-- Your task --
Reproduce the records below exactly as they are written.

-- Records for the task --
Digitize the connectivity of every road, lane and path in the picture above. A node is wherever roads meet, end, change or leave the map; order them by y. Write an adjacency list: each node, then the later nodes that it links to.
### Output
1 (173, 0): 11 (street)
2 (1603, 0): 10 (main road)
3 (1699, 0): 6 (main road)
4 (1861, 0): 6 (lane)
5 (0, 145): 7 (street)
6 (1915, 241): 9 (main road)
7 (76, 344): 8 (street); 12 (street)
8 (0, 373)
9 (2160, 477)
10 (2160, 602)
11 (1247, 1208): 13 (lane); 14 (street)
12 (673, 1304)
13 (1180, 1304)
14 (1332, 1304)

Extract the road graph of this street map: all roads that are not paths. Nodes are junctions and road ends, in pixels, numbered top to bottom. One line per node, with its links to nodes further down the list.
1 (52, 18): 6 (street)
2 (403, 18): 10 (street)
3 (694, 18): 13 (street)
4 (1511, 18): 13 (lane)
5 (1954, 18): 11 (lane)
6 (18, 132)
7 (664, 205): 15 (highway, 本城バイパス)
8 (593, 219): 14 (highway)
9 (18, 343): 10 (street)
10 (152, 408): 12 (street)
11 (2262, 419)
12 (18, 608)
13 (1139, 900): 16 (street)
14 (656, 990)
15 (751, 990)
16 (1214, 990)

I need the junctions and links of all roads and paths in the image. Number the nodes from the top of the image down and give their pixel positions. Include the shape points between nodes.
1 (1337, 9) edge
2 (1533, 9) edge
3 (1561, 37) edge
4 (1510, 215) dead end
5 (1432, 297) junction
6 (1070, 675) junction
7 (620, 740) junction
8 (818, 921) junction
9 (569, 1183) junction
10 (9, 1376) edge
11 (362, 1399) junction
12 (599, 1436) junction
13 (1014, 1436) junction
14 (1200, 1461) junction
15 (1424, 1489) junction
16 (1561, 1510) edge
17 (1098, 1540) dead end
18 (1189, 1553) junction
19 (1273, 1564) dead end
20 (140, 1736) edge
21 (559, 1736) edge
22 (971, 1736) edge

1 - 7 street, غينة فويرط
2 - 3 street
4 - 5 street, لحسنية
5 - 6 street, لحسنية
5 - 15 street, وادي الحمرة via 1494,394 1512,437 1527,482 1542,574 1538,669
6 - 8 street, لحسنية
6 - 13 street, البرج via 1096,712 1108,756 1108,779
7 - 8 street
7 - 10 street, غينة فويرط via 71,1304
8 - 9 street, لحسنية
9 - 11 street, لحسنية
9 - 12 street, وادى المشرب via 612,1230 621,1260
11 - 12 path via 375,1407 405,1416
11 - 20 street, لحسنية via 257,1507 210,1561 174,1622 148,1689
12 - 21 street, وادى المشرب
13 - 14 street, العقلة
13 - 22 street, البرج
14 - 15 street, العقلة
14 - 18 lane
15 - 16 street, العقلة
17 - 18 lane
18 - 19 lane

-- Response below --
Digitize the connectivity of every road, lane and path in the picture above. A node is wherever roads meet, end, change or leave the map; order them by y. Write an adjacency list: each node, then the later nodes that it links to.
### Output
1 (173, 0): 11 (street)
2 (1603, 0): 10 (main road)
3 (1699, 0): 6 (main road)
4 (1861, 0): 6 (lane)
5 (0, 145): 7 (street)
6 (1915, 241): 9 (main road)
7 (76, 344): 8 (street); 12 (street)
8 (0, 373)
9 (2160, 477)
10 (2160, 602)
11 (1247, 1208): 13 (lane); 14 (street)
12 (673, 1304)
13 (1180, 1304)
14 (1332, 1304)

Extract the road graph of this street map: all roads that are not paths. Nodes are junctions and road ends, in pixels, numbered top to bottom. One line per node, with its links to nodes further down the list.
1 (52, 18): 6 (street)
2 (403, 18): 10 (street)
3 (694, 18): 13 (street)
4 (1511, 18): 13 (lane)
5 (1954, 18): 11 (lane)
6 (18, 132)
7 (664, 205): 15 (highway, 本城バイパス)
8 (593, 219): 14 (highway)
9 (18, 343): 10 (street)
10 (152, 408): 12 (street)
11 (2262, 419)
12 (18, 608)
13 (1139, 900): 16 (street)
14 (656, 990)
15 (751, 990)
16 (1214, 990)

I need the junctions and links of all roads and paths in the image. Number the nodes from the top of the image down and give their pixel positions. Include the shape points between nodes.
1 (1337, 9) edge
2 (1533, 9) edge
3 (1561, 37) edge
4 (1510, 215) dead end
5 (1432, 297) junction
6 (1070, 675) junction
7 (620, 740) junction
8 (818, 921) junction
9 (569, 1183) junction
10 (9, 1376) edge
11 (362, 1399) junction
12 (599, 1436) junction
13 (1014, 1436) junction
14 (1200, 1461) junction
15 (1424, 1489) junction
16 (1561, 1510) edge
17 (1098, 1540) dead end
18 (1189, 1553) junction
19 (1273, 1564) dead end
20 (140, 1736) edge
21 (559, 1736) edge
22 (971, 1736) edge

1 - 7 street, غينة فويرط
2 - 3 street
4 - 5 street, لحسنية
5 - 6 street, لحسنية
5 - 15 street, وادي الحمرة via 1494,394 1512,437 1527,482 1542,574 1538,669
6 - 8 street, لحسنية
6 - 13 street, البرج via 1096,712 1108,756 1108,779
7 - 8 street
7 - 10 street, غينة فويرط via 71,1304
8 - 9 street, لحسنية
9 - 11 street, لحسنية
9 - 12 street, وادى المشرب via 612,1230 621,1260
11 - 12 path via 375,1407 405,1416
11 - 20 street, لحسنية via 257,1507 210,1561 174,1622 148,1689
12 - 21 street, وادى المشرب
13 - 14 street, العقلة
13 - 22 street, البرج
14 - 15 street, العقلة
14 - 18 lane
15 - 16 street, العقلة
17 - 18 lane
18 - 19 lane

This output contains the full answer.